Le métam-sodium banni des exploitations maraîchères : le gouvernement a suspendu pour trois mois l’utilisation de ce pesticide, utilisé notamment dans la production de mâche et pointé du doigt après plusieurs intoxications, en attendant un avis de l’agence de sécurité sanitaire.
« L’utilisation des produits phytopharmaceutiques contenant la substance active ‘métam’ ou ‘métam-sodium’ est suspendue jusqu’au 31 janvier 2019 », indique un arrêté pris jeudi par le gouvernement et publié vendredi au Journal officiel. Son utilisation pour stériliser les sols avant d’y semer des fruits et légumes était déjà interdite en Maine-et-Loire où des dizaines de personnes ont récemment été intoxiquées par ce produit. La décision n’a pas manqué de faire réagir les maraîchers, qui s’exprimaient pour la première fois depuis le début de la crise et ont fait part de leur vive inquiétude. Ils craignent que la décision des autorités ne jette la suspicion sur une production qui fait vivre des milliers d’agriculteurs dans l’Ouest de la France. « Il y aura beaucoup moins de mâche, de radis ou de poireaux » sur les étals à la saison prochaine, a ainsi alerté Philippe Retière, président de la Fédération des maraîchers nantais. Le maraîchage représente 60% des emplois agricoles de Loire-Atlantique, soit 4.600 emplois qui permettent de produire d’importantes quantités de poireaux, concombres, tomates ou encore de la mâche, selon les chiffres de la Fédération. Plus de la moitié de la mâche produite dans l’Union européenne (35.000 tonnes par an) est ainsi produite dans la région nantaise. « On ne dit pas que le métam-sodium est un produit anodin », a souligné M. Retière, mais « il n’y a aucune dangerosité pour les consommateurs », a-t-il insisté. Un point que confirme Dominique Deniaud, porte-parole de la Confédération paysanne, hostile par ailleurs à l’utilisation de ce produit, qui précise que cette substance, très volatile, ne laisse de traces ni dans le végétal, ni dans le sol.
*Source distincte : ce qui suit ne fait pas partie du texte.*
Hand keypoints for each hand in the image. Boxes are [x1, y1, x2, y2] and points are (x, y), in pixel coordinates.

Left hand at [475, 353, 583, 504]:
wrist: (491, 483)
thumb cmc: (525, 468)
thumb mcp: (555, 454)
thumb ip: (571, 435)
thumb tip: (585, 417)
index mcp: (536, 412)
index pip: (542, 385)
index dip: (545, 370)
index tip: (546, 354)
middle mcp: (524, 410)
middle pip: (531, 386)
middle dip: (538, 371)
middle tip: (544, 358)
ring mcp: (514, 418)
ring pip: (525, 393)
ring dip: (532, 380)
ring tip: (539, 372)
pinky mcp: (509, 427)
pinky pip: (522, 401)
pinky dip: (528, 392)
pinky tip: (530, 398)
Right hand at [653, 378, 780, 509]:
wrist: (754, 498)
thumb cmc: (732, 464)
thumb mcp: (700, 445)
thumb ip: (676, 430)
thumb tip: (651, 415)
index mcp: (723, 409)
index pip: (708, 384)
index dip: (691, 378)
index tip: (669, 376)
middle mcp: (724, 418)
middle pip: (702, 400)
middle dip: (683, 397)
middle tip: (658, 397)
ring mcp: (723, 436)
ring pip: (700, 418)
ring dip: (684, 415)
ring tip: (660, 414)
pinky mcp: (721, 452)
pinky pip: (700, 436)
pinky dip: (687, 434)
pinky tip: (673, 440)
Seuls les agriculteurs qui appliquent le produit et les riverains des exploitations sont donc susceptibles d’être intoxiqués. « Des problèmes avec ce produit-là, il y en a de très nombreux, c’est assez fréquent, mais c’est toujours tu », a néanmoins déclaré à l’AFP M. Deniaud. Il a évoqué « un vrai chantage à l’emploi des maraîchers ».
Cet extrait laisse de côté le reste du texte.